[[ EXTRACTED RECORDS, beginning ]]

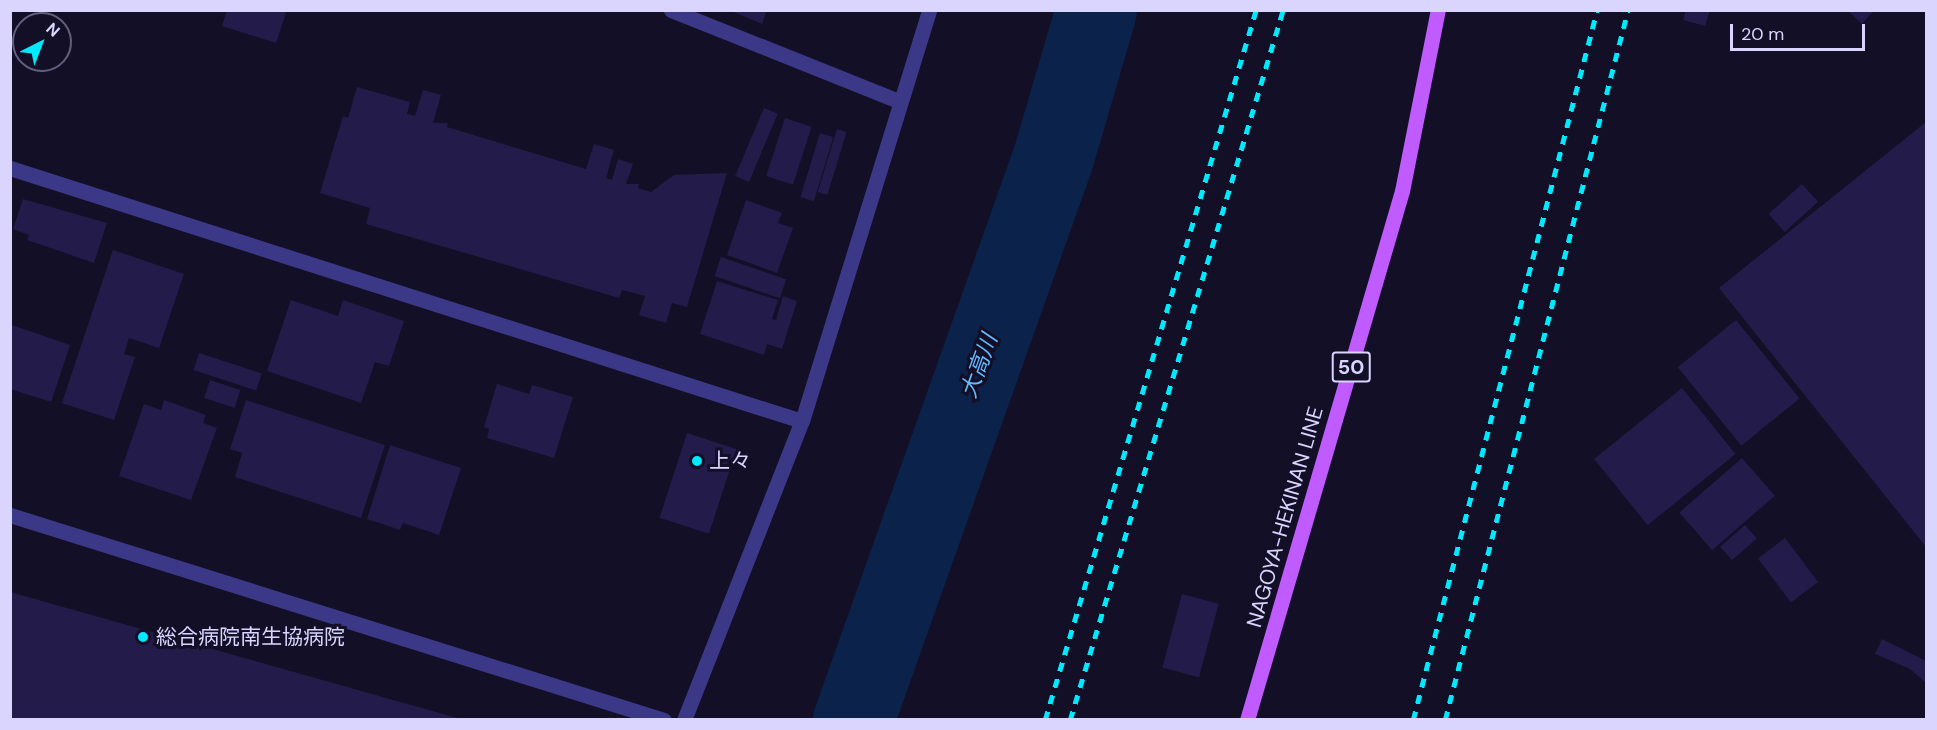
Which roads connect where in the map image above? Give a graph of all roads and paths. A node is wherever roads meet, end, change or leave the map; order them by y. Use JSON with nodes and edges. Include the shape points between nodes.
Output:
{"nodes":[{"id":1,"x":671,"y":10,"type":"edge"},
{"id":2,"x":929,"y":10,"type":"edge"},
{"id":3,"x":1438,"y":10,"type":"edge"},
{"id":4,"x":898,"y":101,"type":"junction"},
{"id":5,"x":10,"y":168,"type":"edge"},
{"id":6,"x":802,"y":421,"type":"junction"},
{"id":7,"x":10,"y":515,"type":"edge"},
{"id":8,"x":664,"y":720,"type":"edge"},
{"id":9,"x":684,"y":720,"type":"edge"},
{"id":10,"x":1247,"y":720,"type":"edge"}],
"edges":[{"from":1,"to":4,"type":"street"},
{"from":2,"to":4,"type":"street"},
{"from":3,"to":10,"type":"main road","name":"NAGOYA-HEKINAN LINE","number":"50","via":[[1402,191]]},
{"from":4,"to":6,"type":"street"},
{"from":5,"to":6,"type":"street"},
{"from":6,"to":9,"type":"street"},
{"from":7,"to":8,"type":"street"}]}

[[ EXTRACTED RECORDS, end ]]

[TRY IT] The entire listing above is to be copied exactly, with all pictures omitted.

[SOLVED PROBLEM]
Which roads connect where in the map image above? Give a graph of all roads and paths. A node is wherever roads meet, end, change or leave the map; order them by y. Use JSON with nodes and edges. Include the shape points between nodes.
Output:
{"nodes":[{"id":1,"x":671,"y":10,"type":"edge"},
{"id":2,"x":929,"y":10,"type":"edge"},
{"id":3,"x":1438,"y":10,"type":"edge"},
{"id":4,"x":898,"y":101,"type":"junction"},
{"id":5,"x":10,"y":168,"type":"edge"},
{"id":6,"x":802,"y":421,"type":"junction"},
{"id":7,"x":10,"y":515,"type":"edge"},
{"id":8,"x":664,"y":720,"type":"edge"},
{"id":9,"x":684,"y":720,"type":"edge"},
{"id":10,"x":1247,"y":720,"type":"edge"}],
"edges":[{"from":1,"to":4,"type":"street"},
{"from":2,"to":4,"type":"street"},
{"from":3,"to":10,"type":"main road","name":"NAGOYA-HEKINAN LINE","number":"50","via":[[1402,191]]},
{"from":4,"to":6,"type":"street"},
{"from":5,"to":6,"type":"street"},
{"from":6,"to":9,"type":"street"},
{"from":7,"to":8,"type":"street"}]}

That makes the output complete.